Pai-velho, meu avô
 



                               Confesso que tinha inveja do meu primo Almir. Mas nunca revelei essa inveja e hoje estou aqui com meus amigos leitores para fazer, talvez,  esse ato de contrição.
                               Desabafar é muito bom. Um ar puro penetra em nossa alma. É revigorante e ficamos, novamente,  de cara limpa, com moral para continuar enfrentando as tempestades da vida. Ficamos mais fortes. Parece até  que pego, de repente, a fortaleza do Pai-velho, meu avô.
                               Os amigos já devem estar se perguntando: - que inveja é essa do primo Almir?

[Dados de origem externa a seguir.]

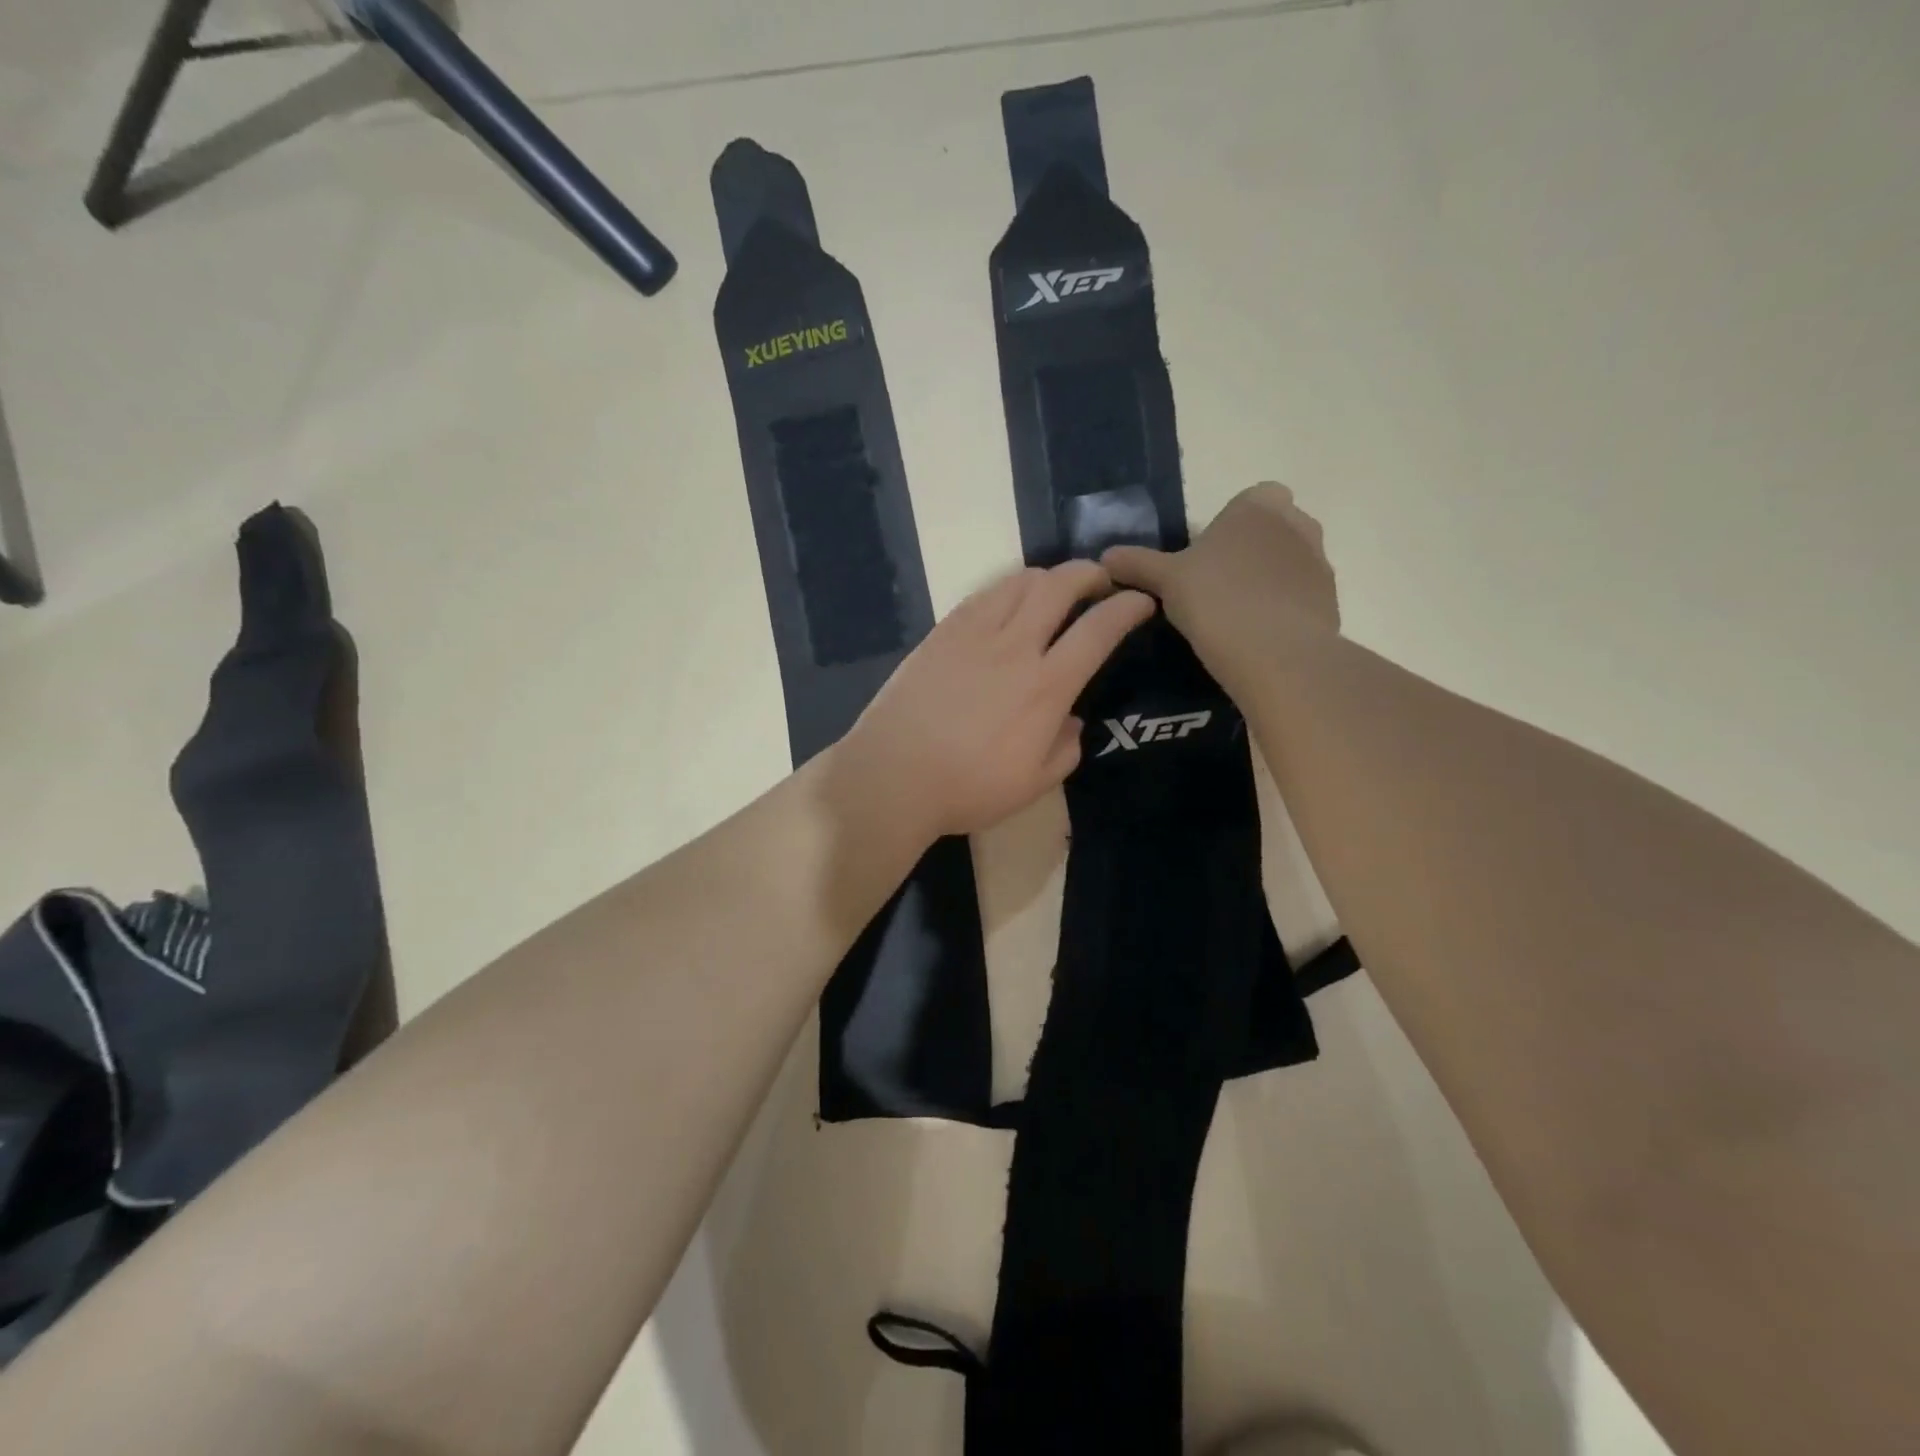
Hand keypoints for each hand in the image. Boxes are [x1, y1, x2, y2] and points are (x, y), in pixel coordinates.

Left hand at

                               Vou contar!   Um dia, o primo, quando estava lá com seus 10 anos, com   todos  os  seus pertences  em uma pequena mala,  decidiu:  “Vou morar com meu avô”. Saiu, resoluto,  da casa dos pais e só retornou depois de concluído o seu Curso Superior.  O Almir era o primeiro neto e eu apenas o quinto. E,  além disso, meus pais mudaram-se  para o Rio de Janeiro, o que me impediria, definitivamente, de morar com o avô. Mas mesmo assim, a “inveja”  permaneceu.        
                               O motivo era simplesmente o grande carisma do velho. Era um homem encantador, um dos melhores oradores de sua terra. Profundo conhecedor de história universal e uma viva inteligência. Onde ele se encontrava,  formava-se logo uma roda para ouvi-lo.
                               Como todo ser humano, tinha suas idiossincrasias. Na política, depois de apoiar o candidato eleito, praticamente no dia seguinte já era oposição.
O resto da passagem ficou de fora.